A) The error displays of all floating decimal point arithmetic units may be sent to a network that indicates the occurrence of an error to a higher-order unit. This may take place by initiating an interrupt in a higher-order unit that further processes the result. Each floating decimal point arithmetic unit may store the error state that occurred, thus, e.g., overflow, underflow, division by zero and erroneous number representation (Not a Number=NaN). This memory may be queried by a higher-ordered unit that further processes the result, typically at any time but may preferably be queried in response to a recognition of an error. Note that instead of a passive indication of relevant errors in formations for the query, an active transmission to relevant positions may also take place instead and/or additionally. The query may take place, e.g., by JTAG, in particular, a debugger software running on the higher-order or external unit may query the error states. B) An alternative process may be the sending of error signals (e.g., overflow, underflow, division by zero and erroneous number representation (Not a Number=NaN) to the TRIGGER network within the reconfigurable data processing unit. The TRIGGER network may forward the error signals to the floating decimal point arithmetic units that subsequently process the data which units OR the incoming error signals, e.g., with errors occurring in their own arithmetic unit and then may forward them back to the TRIGGER network together with the data.

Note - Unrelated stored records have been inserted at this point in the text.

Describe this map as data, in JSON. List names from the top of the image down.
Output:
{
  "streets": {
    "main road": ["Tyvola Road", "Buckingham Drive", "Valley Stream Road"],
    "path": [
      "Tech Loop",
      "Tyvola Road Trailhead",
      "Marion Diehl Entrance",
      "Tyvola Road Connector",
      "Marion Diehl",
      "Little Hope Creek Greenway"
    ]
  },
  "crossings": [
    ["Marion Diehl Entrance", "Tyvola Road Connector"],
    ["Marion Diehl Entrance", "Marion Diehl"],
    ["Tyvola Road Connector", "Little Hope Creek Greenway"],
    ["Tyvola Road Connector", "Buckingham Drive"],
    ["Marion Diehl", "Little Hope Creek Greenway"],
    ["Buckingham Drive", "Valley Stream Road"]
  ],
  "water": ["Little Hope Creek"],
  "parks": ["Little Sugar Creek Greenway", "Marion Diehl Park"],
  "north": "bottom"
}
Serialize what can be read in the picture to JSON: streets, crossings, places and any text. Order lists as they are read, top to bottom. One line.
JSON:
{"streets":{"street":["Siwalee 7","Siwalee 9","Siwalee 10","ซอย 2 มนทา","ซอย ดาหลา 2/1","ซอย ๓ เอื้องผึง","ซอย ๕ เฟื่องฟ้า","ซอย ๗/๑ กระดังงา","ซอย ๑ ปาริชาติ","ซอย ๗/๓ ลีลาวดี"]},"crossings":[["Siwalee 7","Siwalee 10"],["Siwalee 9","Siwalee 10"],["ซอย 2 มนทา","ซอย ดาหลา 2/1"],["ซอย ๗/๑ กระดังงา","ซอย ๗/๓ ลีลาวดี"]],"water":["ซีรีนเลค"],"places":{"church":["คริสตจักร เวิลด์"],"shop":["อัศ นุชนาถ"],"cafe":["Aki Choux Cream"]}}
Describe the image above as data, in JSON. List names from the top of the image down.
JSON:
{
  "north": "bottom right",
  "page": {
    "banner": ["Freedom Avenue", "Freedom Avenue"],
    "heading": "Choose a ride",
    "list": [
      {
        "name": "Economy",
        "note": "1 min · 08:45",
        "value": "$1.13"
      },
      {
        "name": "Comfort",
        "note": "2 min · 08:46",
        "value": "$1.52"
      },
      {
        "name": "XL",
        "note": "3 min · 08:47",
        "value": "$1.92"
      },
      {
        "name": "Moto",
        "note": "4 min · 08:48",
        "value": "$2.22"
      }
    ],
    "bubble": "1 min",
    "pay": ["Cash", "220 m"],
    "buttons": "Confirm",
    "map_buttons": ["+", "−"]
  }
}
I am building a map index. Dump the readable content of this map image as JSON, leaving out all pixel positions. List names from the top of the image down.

Thus, in this process an error recognition may also be transmitted to the TRIGGER network with--preferably each--floating decimal point data word transmitted on the DATA network. This does not have to be realized for all network connections but it may be sufficient as a function of the application if this forwarding takes place on at least a few of the data circuits. Then, an error state may be emitted with (preferably) each generated calculated result of the reconfigurable data processing unit which error state indicates the correctness or erroneousness of the result. Now, upon the occurrence of an erroneous result, an interrupt may also be generated in a higher-order unit further processing the result and/or the error state of the result may be queried by a higher-order unit further processing the result.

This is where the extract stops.